◆ Task instructions
The job is to find each line of the records below that includes the word "node" and copy it.
════════════════
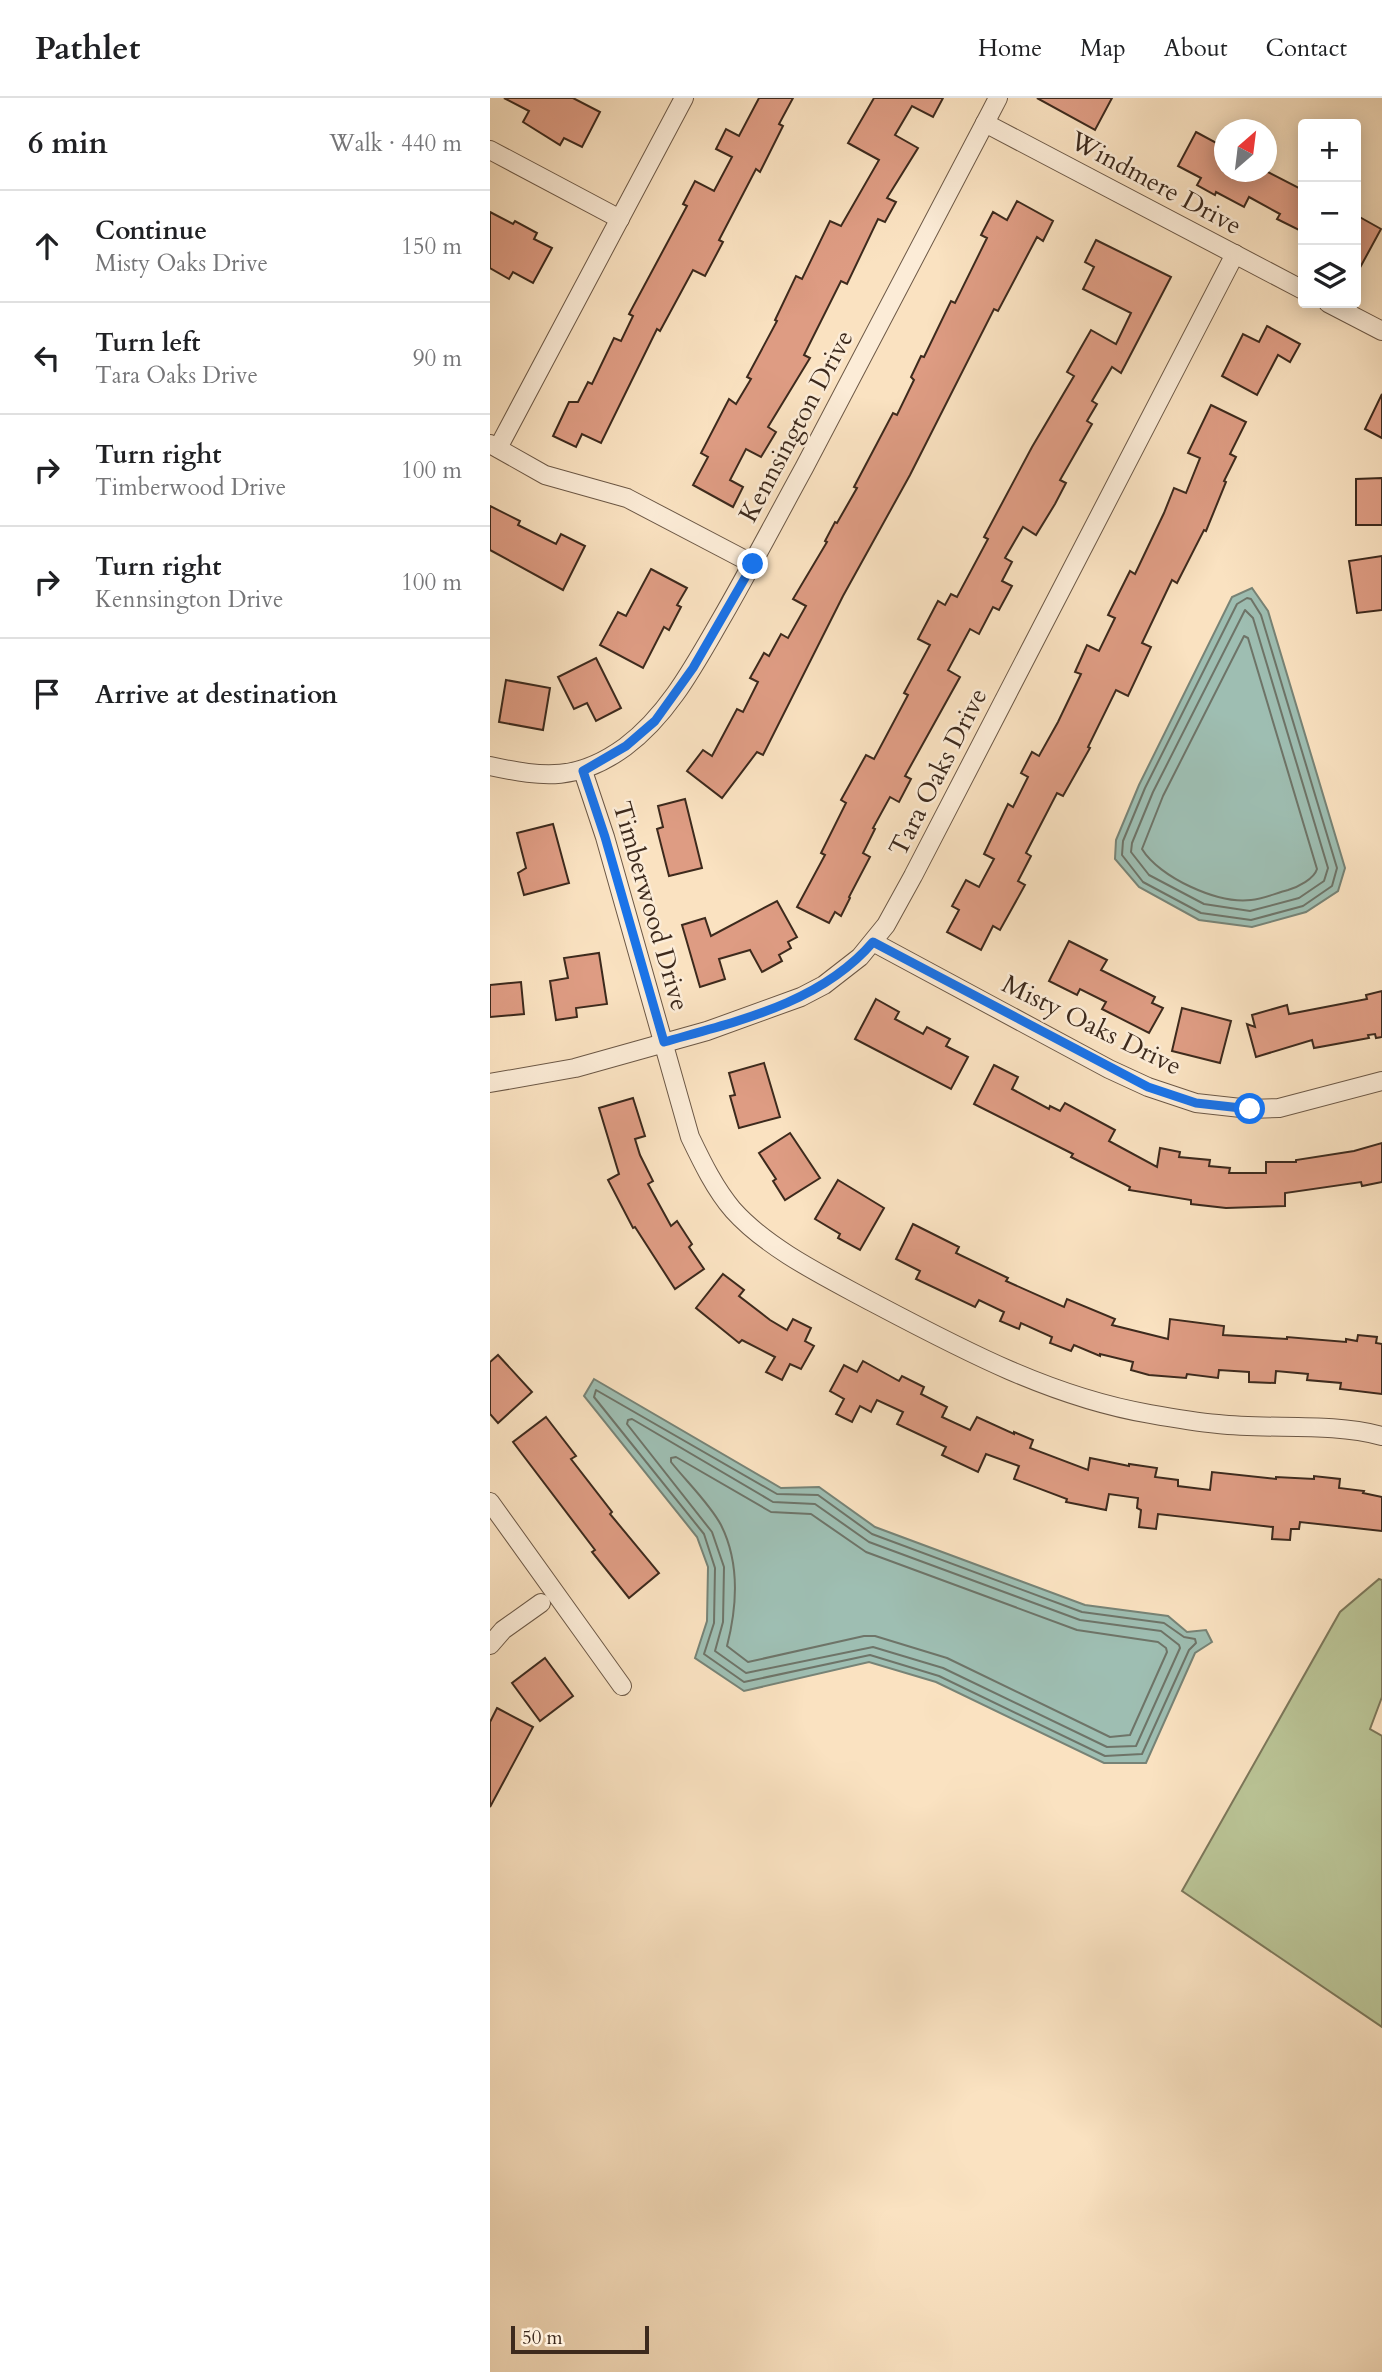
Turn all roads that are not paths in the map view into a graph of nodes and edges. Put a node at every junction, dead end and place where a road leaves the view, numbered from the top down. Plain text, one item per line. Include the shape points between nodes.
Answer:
1 (684, 98) edge
2 (998, 98) edge
3 (985, 123) junction
4 (490, 150) edge
5 (620, 219) junction
6 (1235, 254) junction
7 (1298, 286) edge
8 (1338, 308) edge
9 (1382, 331) edge
10 (494, 446) edge
11 (753, 564) junction
12 (490, 766) edge
13 (583, 771) junction
14 (873, 942) junction
15 (664, 1042) junction
16 (1382, 1080) edge
17 (490, 1083) edge
18 (1382, 1436) edge
19 (490, 1502) edge
20 (541, 1603) dead end
21 (490, 1645) edge
22 (622, 1686) dead end

1 - 5 street
2 - 3 street, Kennsington Drive
3 - 6 street, Windmere Drive
3 - 11 street, Kennsington Drive
4 - 5 street
5 - 10 street
6 - 7 street, Windmere Drive
6 - 14 street, Tara Oaks Drive via 925,855
8 - 9 street
10 - 11 street via 545,475 627,498
11 - 13 street, Kennsington Drive via 693,668 655,721 626,746
12 - 13 street, Kennsington Drive via 539,774
13 - 15 street, Timberwood Drive
14 - 15 street, Tara Oaks Drive via 824,985 800,997
14 - 16 street, Misty Oaks Drive via 1109,1069 1196,1103 1279,1108
15 - 17 street, Tara Oaks Drive via 575,1068
15 - 18 street, Timberwood Drive via 690,1137 733,1210 777,1248 881,1307 1002,1368 1081,1397 1219,1424
19 - 22 street
20 - 21 street

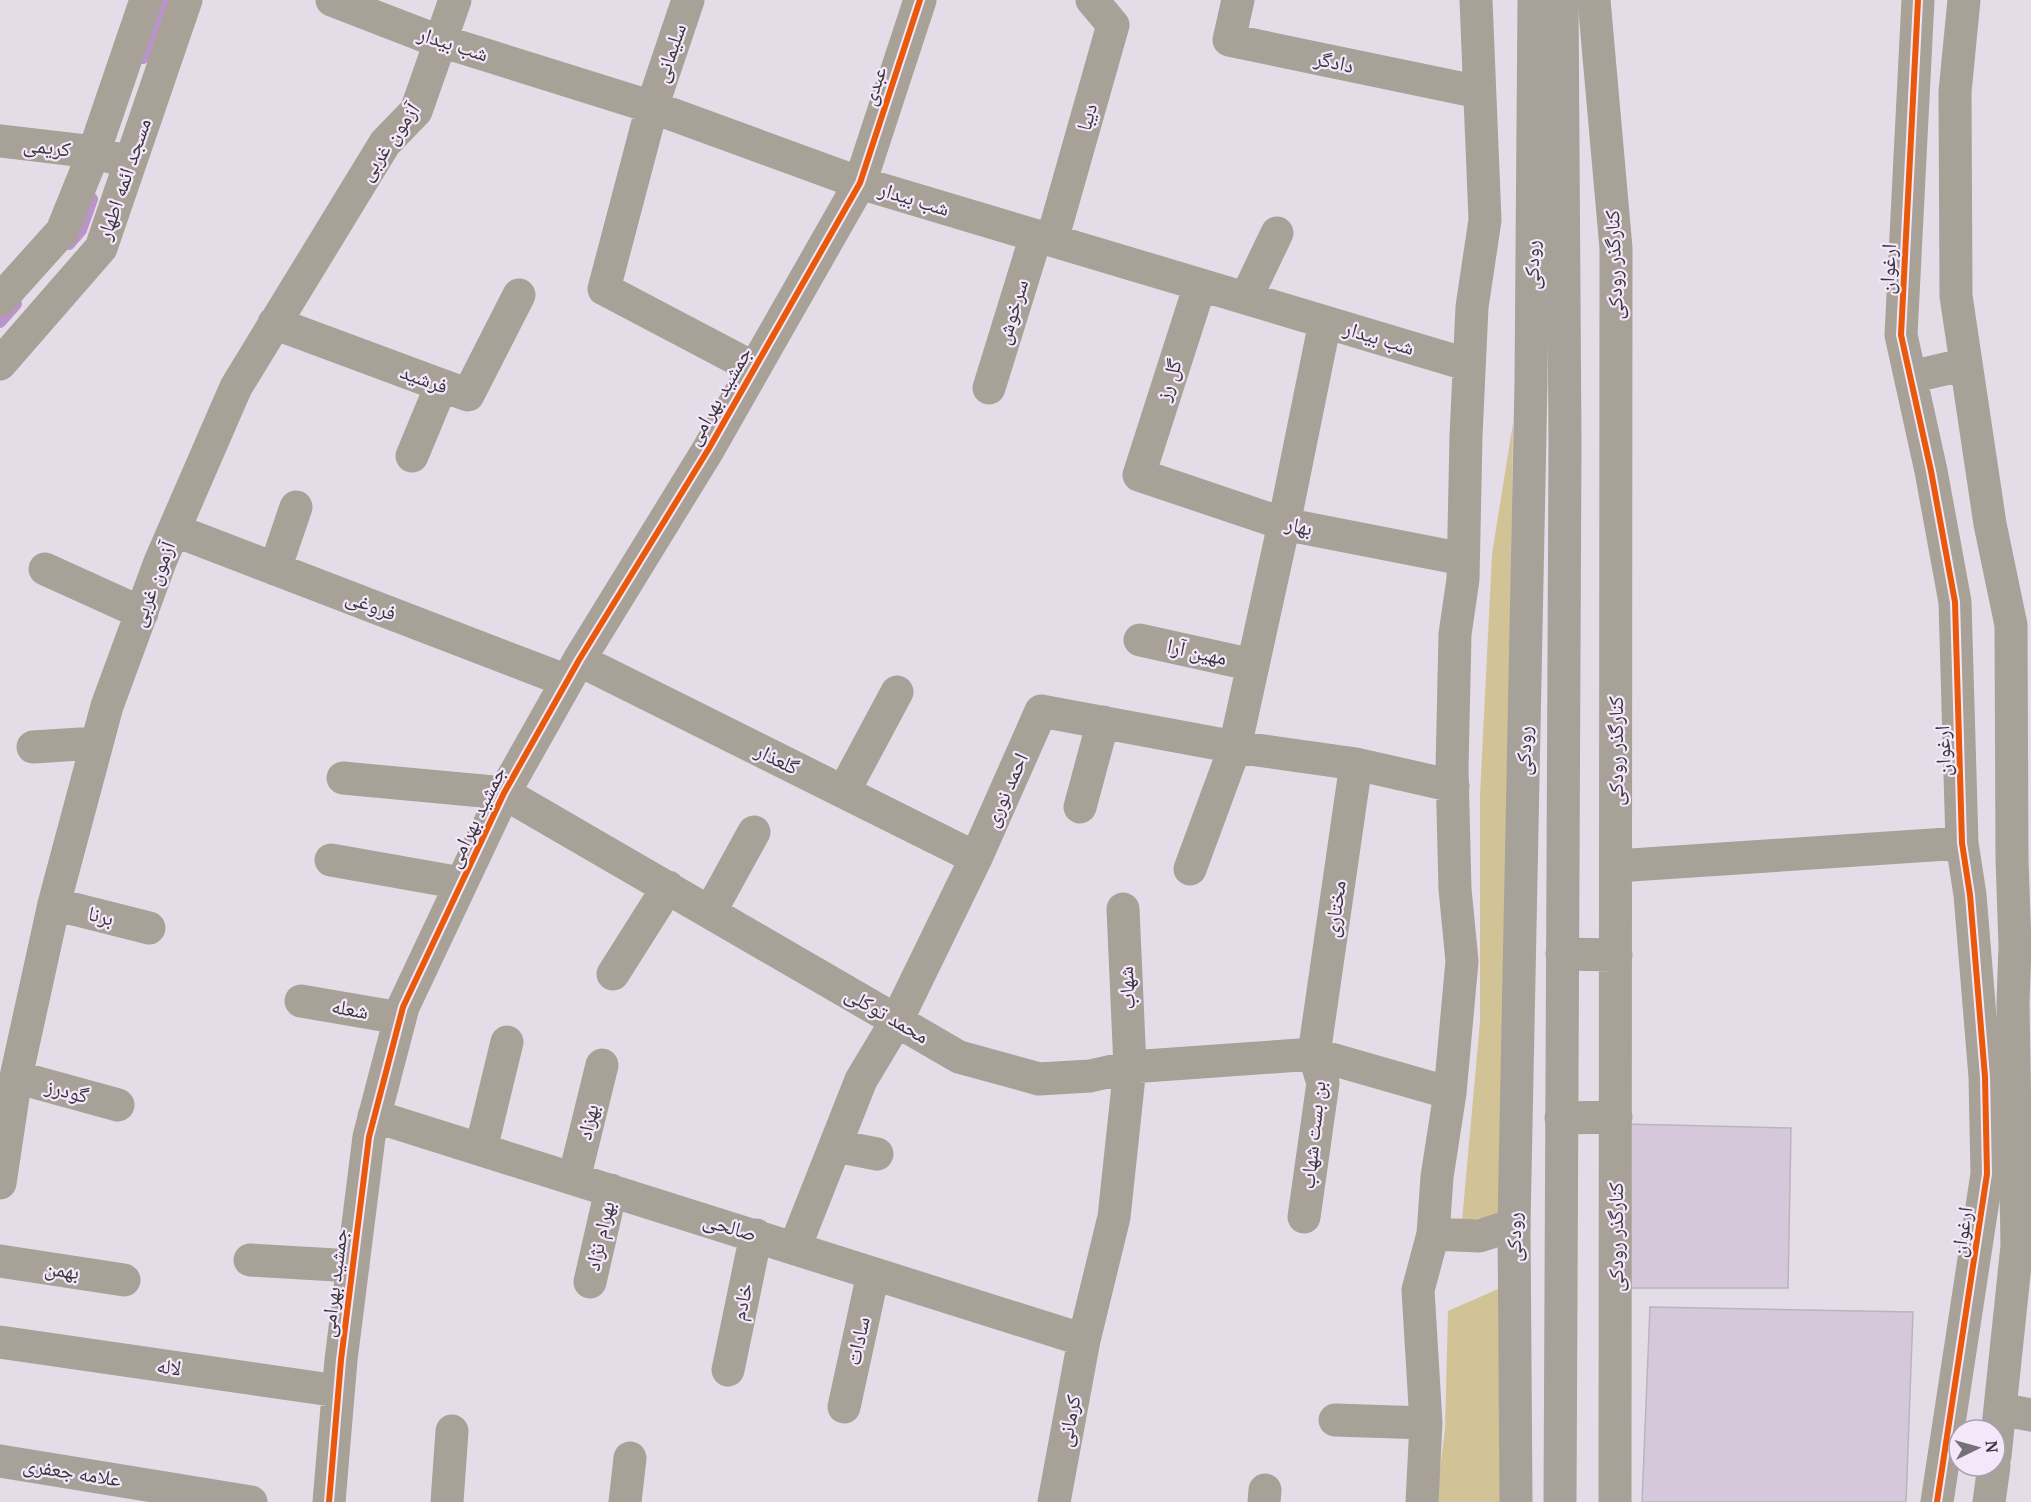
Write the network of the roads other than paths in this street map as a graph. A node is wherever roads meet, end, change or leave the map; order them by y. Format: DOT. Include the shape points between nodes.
════════════════
◆ Response area
Turn all roads that are not paths in the map view into a graph of nodes and edges. Put a node at every junction, dead end and place where a road leaves the view, numbered from the top down. Plain text, one item per line. Include the shape points between nodes.
Write the network of the roads other than paths in this street map as a graph. A node is wherever roads meet, end, change or leave the map; order them by y. Format: DOT. Include the shape points between nodes.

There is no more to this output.